The commercial building which characterised the main street also exemplifies this new architecture. Ael y Don, Church Street, dated 1871, is a grand symmetrical terrace; elsewhere on the axis of High Street and Church Street, much of the development comprises single buildings on single plots. Possibly this is indicative of the earlier origins of settlement in this area, since it is a development process that implies constraints on available plot size. Individual buildings in this area illustrate the importance of commerce in the later nineteenth century town, not least as patron of particular architectural styles and building types. Good individual examples include Morris and Co, and the Midland Bank, but the architectural variety of the main street resulting from this pattern of development lends a strong character to the town.

Although building materials had been imported previously, there were new sources of material in this railway era: brick and terracotta make an appearance, as does non-local stone, and cast-iron the railings at Bellevue buildings came from a foundry in Birmingham.
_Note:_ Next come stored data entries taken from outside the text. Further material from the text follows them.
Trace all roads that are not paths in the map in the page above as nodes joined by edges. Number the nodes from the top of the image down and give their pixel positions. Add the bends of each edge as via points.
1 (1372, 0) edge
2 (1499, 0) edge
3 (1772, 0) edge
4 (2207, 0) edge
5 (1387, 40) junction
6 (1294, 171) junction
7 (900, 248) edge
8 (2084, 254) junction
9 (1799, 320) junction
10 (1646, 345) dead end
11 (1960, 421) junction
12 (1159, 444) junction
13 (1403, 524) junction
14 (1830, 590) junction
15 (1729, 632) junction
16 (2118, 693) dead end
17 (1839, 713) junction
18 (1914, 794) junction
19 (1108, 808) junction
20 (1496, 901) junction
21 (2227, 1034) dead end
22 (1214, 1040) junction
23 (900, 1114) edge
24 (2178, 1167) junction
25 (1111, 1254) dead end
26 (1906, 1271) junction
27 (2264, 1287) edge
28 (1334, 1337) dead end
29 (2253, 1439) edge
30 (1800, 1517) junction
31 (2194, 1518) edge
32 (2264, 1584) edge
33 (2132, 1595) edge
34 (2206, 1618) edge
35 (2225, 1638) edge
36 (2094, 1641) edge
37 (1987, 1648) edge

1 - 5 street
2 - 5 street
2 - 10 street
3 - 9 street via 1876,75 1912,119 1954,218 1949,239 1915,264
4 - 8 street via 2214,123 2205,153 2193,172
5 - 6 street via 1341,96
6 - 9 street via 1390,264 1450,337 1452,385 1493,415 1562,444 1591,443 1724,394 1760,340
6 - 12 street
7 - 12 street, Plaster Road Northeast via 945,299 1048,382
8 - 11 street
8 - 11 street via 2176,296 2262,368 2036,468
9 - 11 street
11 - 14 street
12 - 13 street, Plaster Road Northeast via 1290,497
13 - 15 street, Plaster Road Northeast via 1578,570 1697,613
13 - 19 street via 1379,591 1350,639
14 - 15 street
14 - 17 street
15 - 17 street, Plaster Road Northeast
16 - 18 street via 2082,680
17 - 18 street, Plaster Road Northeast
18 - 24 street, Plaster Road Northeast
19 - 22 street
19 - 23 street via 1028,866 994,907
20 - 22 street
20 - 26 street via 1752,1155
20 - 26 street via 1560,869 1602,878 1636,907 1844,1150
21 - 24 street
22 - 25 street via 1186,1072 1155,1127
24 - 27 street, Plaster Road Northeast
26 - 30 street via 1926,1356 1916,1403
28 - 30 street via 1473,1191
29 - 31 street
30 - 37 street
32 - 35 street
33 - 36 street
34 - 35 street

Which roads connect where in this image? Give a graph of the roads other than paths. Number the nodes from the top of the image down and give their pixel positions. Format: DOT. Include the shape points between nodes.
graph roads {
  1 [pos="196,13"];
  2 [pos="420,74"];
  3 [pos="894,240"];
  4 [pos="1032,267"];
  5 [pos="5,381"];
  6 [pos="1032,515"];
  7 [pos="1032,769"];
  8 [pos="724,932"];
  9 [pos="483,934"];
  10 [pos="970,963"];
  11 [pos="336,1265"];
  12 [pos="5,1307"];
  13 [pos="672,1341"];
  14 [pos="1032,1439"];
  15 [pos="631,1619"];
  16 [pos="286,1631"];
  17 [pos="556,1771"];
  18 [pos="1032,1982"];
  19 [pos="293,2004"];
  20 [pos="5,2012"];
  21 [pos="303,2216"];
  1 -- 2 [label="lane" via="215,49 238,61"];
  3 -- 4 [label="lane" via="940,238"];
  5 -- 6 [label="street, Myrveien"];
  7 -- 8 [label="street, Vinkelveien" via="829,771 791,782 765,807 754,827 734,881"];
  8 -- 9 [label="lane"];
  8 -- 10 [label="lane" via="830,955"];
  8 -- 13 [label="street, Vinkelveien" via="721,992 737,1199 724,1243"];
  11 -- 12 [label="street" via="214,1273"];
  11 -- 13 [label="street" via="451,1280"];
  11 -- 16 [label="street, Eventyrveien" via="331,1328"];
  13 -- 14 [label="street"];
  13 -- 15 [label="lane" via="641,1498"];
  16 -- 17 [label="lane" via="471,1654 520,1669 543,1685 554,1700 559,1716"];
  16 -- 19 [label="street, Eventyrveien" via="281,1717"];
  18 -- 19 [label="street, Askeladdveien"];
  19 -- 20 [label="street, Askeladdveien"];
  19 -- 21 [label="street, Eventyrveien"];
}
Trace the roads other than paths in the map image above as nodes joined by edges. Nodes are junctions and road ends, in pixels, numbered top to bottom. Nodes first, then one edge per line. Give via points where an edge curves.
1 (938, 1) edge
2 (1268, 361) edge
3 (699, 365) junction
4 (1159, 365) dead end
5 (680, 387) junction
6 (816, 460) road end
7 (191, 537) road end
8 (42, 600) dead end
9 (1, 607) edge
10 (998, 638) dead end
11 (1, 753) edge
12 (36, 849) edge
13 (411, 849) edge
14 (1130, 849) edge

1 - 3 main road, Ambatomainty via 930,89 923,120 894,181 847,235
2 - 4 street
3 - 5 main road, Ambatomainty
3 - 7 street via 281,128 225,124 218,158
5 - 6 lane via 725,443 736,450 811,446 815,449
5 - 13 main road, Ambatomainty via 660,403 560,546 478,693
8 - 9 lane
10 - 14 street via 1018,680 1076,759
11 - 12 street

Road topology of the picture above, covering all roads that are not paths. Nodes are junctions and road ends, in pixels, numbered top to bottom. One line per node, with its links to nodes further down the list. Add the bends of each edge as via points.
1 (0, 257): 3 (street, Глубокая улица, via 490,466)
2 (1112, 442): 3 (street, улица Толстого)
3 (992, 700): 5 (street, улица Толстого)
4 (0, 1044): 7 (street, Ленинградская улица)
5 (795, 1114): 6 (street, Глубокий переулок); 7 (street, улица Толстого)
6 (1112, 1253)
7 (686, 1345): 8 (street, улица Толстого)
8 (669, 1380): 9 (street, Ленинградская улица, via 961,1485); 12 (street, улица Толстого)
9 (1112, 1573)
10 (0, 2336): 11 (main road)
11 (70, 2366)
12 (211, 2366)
So in conclusion, Barmouth developed much more sporadically after c1880. There is a series of later nineteenth and early twentieth century detached houses on the higher slopes, but its largest expansion to the north-west is with mid twentieth century public housing, quite detached from the historic part of the town. What remains, therefore, is a well-preserved resort, in which the successive chapters of its history until its prime c1880 can still be clearly traced.